At some point a small voice inside whispered, “It’s okay to feel betrayed.  I am bigger than your limited definitions of Me.” “Liar,” I snarled at the voice.  I felt entitled to berate a Creator that could give with one hand and take it away with another. That kind of God was far too human for me to respect let alone trust. I wanted to hurt Him. The Old Testament God of my childhood came roaring back, and He reveled in watching me suffer rather than smiting me and putting me out of my misery. He'd drowned most of the earth's population in a flood, turned a lady to salt, why not me?   What choice did I have but learn how to live with this seeping boil on my heart?  Abandoned. Again.  I now deeply regretted opening up even one chamber door a decade ago inviting in vulnerability, trust, and love.  I should have known better.  It isn’t like you can pick and choose what flows in.  It was true, I did experience incredible love and joy, but when I flung my heart so wide open, I left it vulnerable to pain and suffering too. Pain.  Suffer. Those were such tiny and tame words to describe the way my mind, body, and soul felt.   

Somehow I did manage to crawl off that bed. But, for the longest time, before I left the safety of my house, I donned my armor and strapped on my sword.  I felt protected in there.  I was an accomplished one-man Army, christened early on in surviving in a cruel world that seemed hell-bent on toying with me and bringing me to the brink of joy only to laugh in my face.  
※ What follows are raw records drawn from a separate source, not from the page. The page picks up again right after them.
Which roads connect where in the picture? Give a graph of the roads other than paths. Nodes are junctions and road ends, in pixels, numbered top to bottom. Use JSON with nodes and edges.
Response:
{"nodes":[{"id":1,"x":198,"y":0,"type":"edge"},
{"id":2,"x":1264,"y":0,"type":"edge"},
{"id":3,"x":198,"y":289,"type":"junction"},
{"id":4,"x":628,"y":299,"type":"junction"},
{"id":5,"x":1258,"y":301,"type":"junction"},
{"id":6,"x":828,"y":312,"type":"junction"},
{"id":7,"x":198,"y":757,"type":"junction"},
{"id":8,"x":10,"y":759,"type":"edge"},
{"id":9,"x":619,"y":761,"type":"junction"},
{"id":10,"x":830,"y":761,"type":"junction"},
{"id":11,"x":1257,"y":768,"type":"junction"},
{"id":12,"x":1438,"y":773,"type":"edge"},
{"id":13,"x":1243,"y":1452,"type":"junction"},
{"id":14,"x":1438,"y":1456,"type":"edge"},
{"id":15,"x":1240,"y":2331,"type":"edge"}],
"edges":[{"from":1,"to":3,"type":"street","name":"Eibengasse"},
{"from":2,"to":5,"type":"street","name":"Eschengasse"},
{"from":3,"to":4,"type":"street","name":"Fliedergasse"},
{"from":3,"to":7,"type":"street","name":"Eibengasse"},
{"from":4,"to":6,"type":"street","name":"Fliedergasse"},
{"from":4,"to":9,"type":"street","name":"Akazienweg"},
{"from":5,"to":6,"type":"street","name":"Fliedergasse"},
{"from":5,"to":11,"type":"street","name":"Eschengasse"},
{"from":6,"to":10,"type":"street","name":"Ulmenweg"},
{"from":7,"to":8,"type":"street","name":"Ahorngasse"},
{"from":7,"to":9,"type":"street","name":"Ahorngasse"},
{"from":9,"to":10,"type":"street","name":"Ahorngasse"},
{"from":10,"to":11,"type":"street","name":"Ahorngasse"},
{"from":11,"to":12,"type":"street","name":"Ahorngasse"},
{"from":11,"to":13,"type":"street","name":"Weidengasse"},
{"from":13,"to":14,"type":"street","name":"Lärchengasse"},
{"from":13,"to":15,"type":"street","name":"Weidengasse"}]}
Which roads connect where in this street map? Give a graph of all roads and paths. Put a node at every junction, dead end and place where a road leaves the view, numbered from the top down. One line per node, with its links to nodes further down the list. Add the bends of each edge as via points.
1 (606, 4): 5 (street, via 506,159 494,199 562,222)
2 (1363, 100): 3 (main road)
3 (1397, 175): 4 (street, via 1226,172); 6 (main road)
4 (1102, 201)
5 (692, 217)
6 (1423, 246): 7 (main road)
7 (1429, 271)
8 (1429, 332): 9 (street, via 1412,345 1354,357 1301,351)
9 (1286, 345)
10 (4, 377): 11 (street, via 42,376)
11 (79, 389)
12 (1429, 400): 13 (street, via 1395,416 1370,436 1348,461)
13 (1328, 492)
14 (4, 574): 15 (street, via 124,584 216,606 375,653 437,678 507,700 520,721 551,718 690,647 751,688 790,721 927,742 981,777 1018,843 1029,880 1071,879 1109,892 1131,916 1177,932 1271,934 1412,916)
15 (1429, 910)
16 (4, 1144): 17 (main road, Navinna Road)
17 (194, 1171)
A year later a proclamation made by the other love of my life changed everything.  My daughter, came to find me at work, pulled me aside and said, “Mom, you are going to be a grandma.”  I laid down my sword, took off my breastplate and let the mask drop. I didn't want to scare our new baby.  For the first time in a long time, I encountered the caress of light and a familiar flutter that felt an awful lot like hope. Or, perhaps it was the shadow of a present God who never really left.  It was when this tiny baby girl arrived, I fully saw His face once again, reflected in her perfection, beauty, and innocence.  As it always does, Love and Light, and new beginnings can heal even the most crushing cruelties.  

Hold On Pain Ends.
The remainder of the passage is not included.